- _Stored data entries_
Start of Block

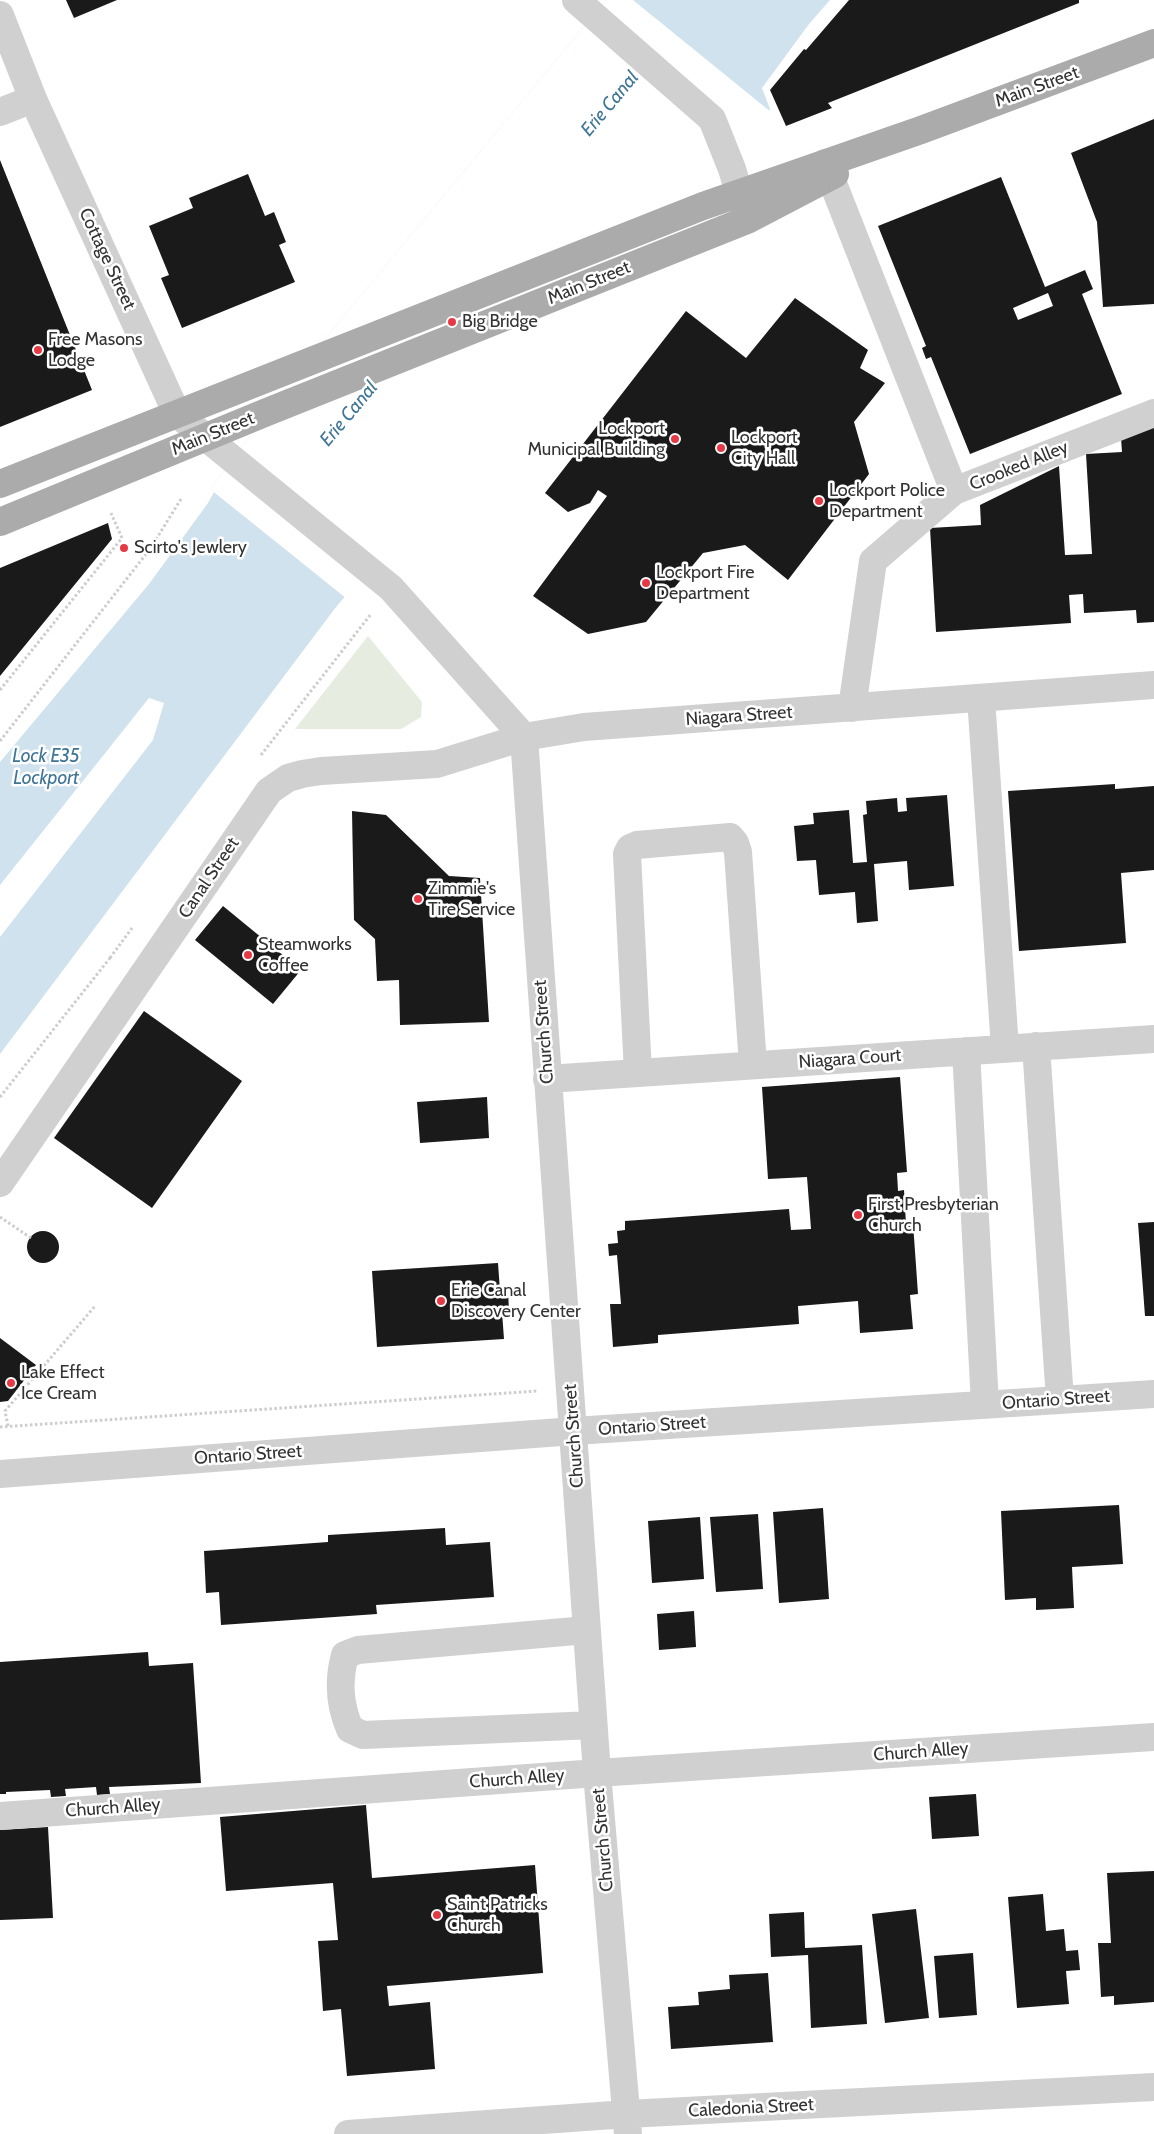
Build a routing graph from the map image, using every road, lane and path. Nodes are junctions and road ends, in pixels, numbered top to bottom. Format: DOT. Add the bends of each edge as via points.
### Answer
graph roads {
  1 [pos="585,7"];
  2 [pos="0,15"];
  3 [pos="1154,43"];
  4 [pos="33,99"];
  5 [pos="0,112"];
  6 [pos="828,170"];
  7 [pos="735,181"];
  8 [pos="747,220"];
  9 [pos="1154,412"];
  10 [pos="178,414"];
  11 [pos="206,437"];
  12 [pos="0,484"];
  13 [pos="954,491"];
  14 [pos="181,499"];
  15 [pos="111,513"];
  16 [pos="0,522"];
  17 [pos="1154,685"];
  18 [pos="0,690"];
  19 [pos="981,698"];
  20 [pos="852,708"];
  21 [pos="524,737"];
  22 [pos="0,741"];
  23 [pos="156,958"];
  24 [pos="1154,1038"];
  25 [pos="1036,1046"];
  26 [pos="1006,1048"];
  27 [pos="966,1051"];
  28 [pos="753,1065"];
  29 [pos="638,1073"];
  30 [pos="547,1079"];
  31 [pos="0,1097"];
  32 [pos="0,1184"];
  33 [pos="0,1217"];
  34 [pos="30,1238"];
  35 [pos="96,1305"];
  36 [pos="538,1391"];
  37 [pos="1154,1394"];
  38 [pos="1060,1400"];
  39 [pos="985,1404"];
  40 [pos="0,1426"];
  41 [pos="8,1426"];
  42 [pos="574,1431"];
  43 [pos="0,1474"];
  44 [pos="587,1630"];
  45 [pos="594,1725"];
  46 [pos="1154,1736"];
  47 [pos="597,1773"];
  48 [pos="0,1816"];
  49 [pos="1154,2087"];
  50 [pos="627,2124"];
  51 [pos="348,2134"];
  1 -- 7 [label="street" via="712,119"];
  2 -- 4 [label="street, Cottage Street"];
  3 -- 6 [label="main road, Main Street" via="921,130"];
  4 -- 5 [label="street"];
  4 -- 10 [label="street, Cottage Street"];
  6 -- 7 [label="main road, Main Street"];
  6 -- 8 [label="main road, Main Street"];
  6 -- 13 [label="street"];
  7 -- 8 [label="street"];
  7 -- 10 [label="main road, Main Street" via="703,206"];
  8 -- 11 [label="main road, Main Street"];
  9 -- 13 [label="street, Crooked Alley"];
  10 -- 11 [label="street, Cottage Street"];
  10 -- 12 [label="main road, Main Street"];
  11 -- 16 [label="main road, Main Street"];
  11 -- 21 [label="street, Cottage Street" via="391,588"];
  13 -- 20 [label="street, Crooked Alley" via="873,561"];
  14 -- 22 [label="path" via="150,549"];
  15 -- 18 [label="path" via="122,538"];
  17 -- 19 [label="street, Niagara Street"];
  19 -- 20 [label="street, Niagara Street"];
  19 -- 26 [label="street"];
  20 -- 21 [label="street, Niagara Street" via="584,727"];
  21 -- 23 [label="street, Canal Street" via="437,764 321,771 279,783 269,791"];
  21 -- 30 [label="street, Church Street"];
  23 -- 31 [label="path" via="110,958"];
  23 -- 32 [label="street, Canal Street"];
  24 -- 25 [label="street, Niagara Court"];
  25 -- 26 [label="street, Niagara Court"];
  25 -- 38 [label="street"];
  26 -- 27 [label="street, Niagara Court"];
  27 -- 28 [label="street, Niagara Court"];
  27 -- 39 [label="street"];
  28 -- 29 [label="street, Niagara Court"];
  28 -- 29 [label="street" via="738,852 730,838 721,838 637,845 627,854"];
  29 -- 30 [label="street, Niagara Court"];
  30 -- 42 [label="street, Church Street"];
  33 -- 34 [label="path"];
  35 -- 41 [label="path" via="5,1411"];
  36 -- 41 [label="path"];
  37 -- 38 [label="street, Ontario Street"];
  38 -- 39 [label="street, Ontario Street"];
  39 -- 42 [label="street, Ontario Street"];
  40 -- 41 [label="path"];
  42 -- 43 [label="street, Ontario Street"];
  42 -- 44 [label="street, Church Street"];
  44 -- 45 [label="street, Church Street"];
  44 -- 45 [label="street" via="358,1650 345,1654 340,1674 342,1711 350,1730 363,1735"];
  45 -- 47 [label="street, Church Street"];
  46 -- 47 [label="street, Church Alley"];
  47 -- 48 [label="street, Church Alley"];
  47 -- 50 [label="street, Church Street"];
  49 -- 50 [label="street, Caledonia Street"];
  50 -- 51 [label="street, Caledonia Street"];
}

End of Block
Start of Block

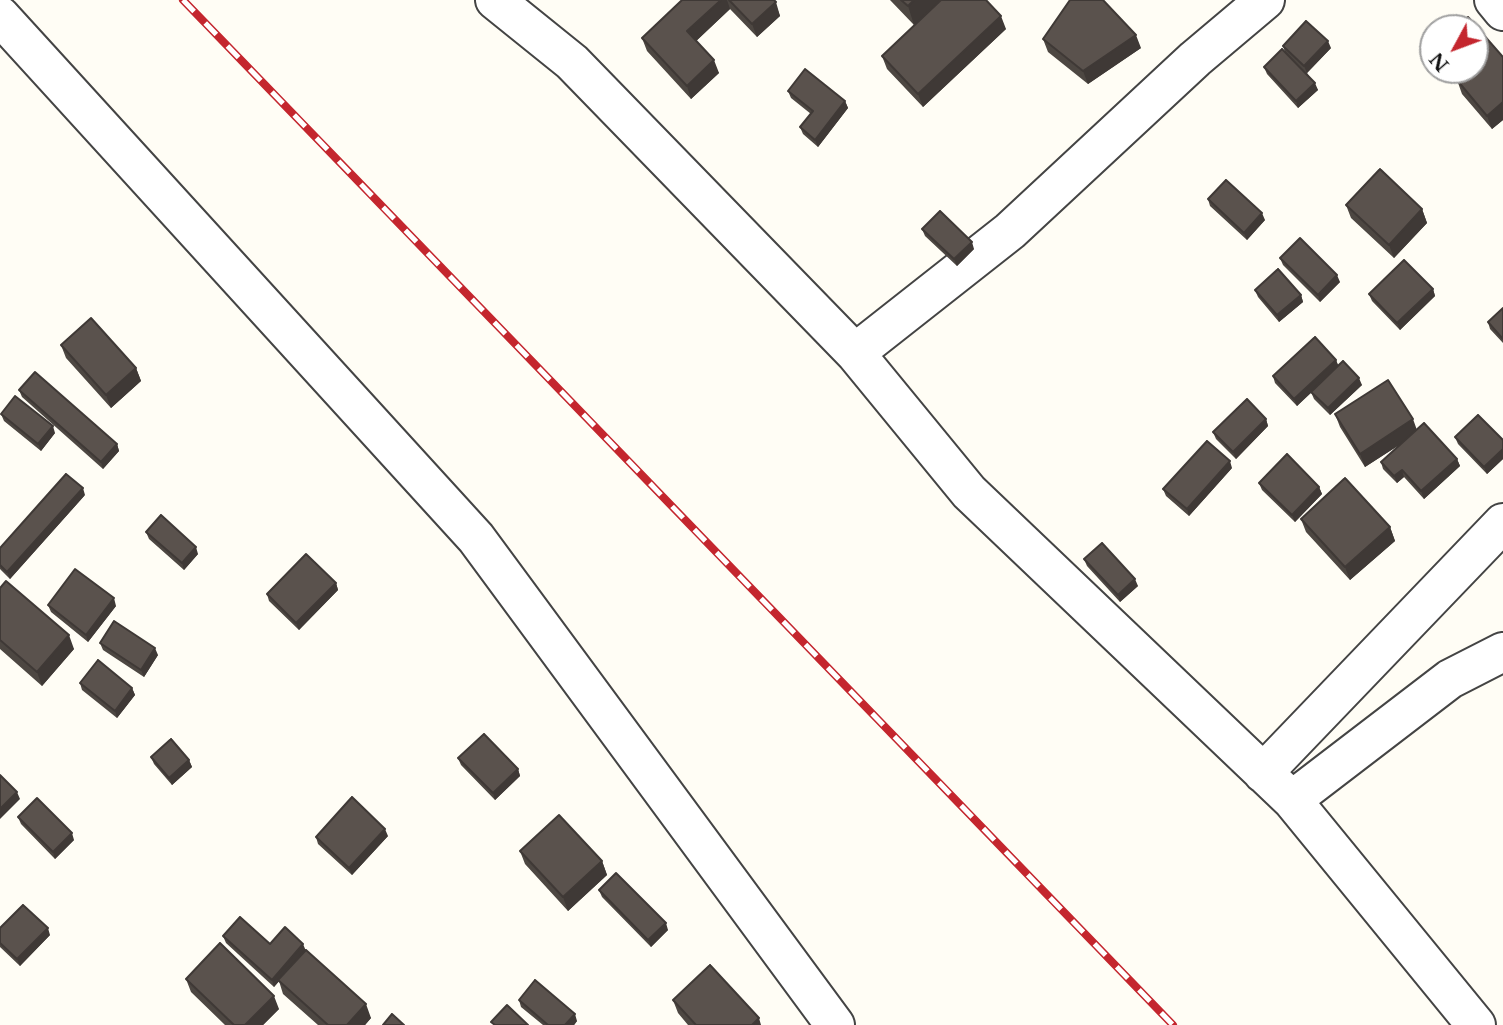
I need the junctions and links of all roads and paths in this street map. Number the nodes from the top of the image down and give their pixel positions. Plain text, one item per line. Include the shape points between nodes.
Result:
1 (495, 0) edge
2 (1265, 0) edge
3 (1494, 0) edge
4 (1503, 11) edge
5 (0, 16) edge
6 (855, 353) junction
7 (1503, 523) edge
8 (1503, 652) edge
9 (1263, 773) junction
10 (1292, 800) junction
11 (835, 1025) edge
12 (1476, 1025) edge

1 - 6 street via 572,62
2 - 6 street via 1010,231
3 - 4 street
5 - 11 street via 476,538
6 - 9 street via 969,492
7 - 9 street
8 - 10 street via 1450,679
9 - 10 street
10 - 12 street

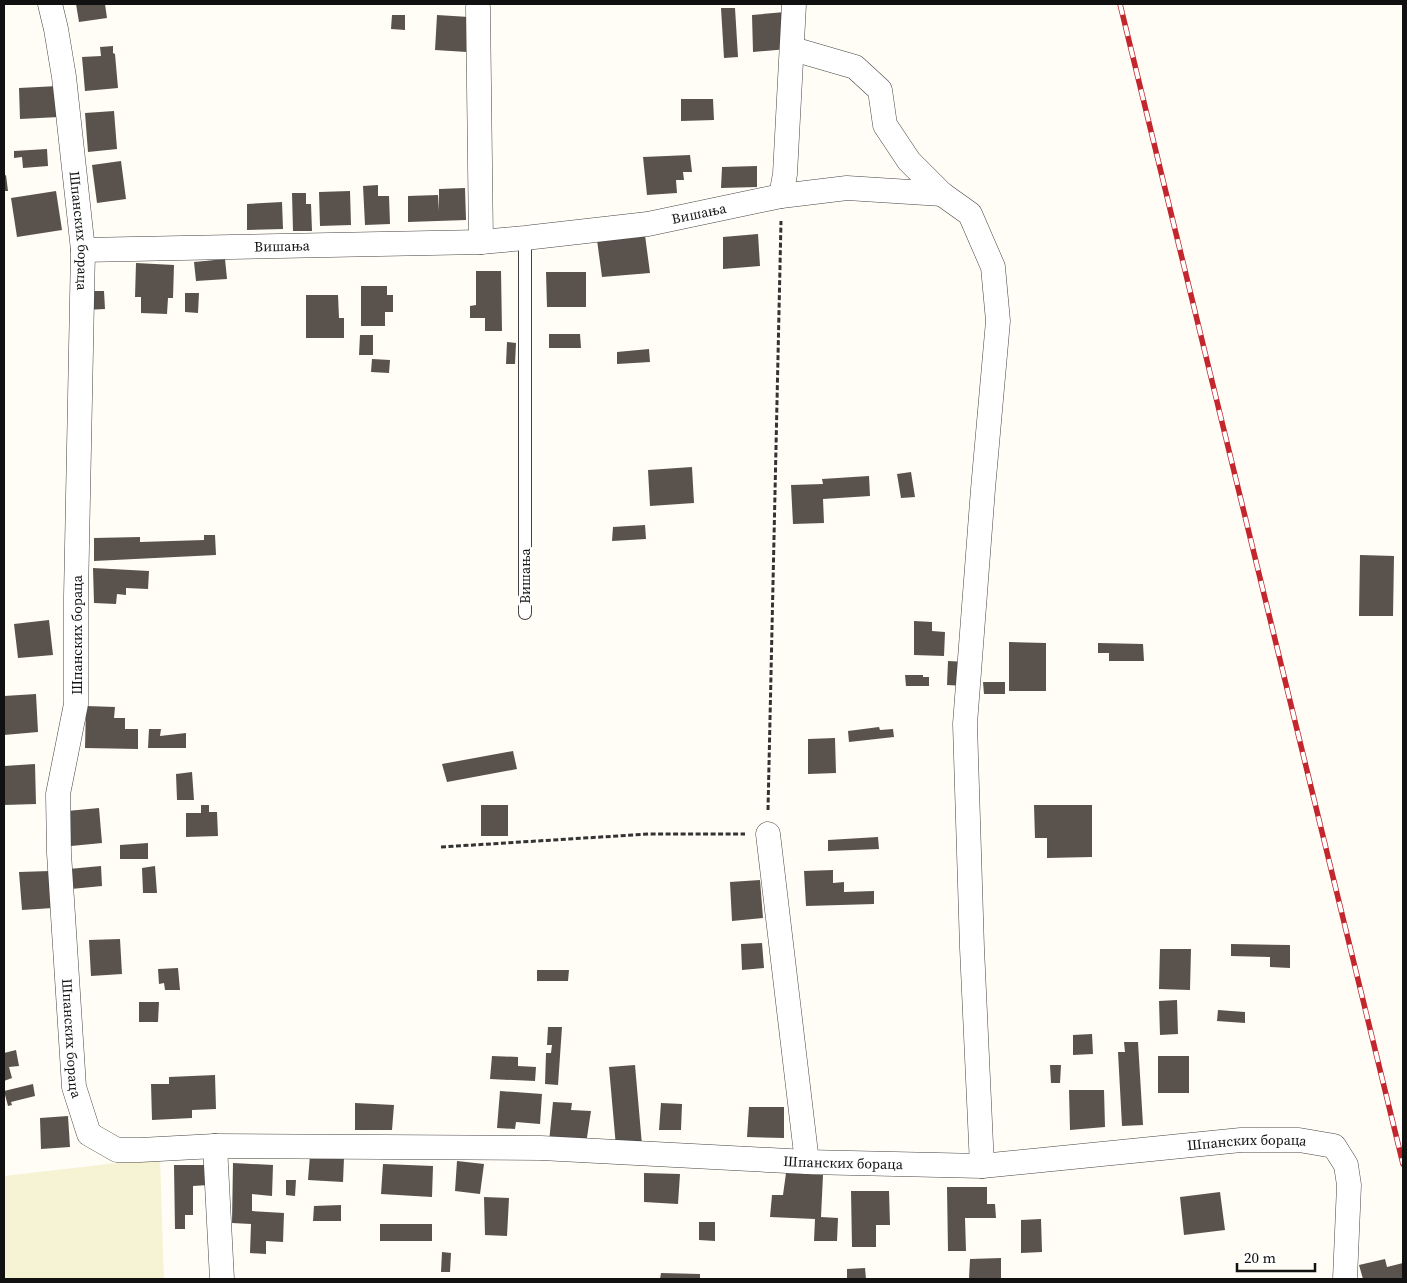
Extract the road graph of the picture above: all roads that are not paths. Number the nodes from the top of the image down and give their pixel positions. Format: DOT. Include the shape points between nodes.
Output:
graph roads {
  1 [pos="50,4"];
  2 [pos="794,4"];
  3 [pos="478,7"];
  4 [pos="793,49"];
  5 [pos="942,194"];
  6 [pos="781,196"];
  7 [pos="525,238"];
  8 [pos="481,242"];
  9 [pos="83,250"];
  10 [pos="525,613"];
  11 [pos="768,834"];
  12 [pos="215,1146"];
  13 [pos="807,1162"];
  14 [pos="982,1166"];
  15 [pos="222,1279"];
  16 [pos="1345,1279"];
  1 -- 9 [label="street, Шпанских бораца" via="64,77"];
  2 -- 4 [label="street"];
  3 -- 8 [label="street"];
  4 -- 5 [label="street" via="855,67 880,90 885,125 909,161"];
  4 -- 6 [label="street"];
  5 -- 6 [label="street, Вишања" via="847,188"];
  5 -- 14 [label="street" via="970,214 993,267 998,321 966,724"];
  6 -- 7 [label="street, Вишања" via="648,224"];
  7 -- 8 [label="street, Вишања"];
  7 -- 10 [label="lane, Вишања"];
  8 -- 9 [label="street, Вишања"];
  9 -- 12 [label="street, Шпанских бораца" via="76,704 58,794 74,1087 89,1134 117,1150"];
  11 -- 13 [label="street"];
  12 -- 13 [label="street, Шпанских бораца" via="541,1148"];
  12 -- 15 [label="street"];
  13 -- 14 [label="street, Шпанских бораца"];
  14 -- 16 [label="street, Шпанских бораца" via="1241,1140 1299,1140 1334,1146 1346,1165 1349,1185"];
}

End of Block

- _Aim of the exercise_
Which of the lines above include the string "down"? Pick them out and copy them.

- _Result_
I need the junctions and links of all roads and paths in this street map. Number the nodes from the top of the image down and give their pixel positions. Plain text, one item per line. Include the shape points between nodes.
Extract the road graph of the picture above: all roads that are not paths. Number the nodes from the top of the image down and give their pixel positions. Format: DOT. Include the shape points between nodes.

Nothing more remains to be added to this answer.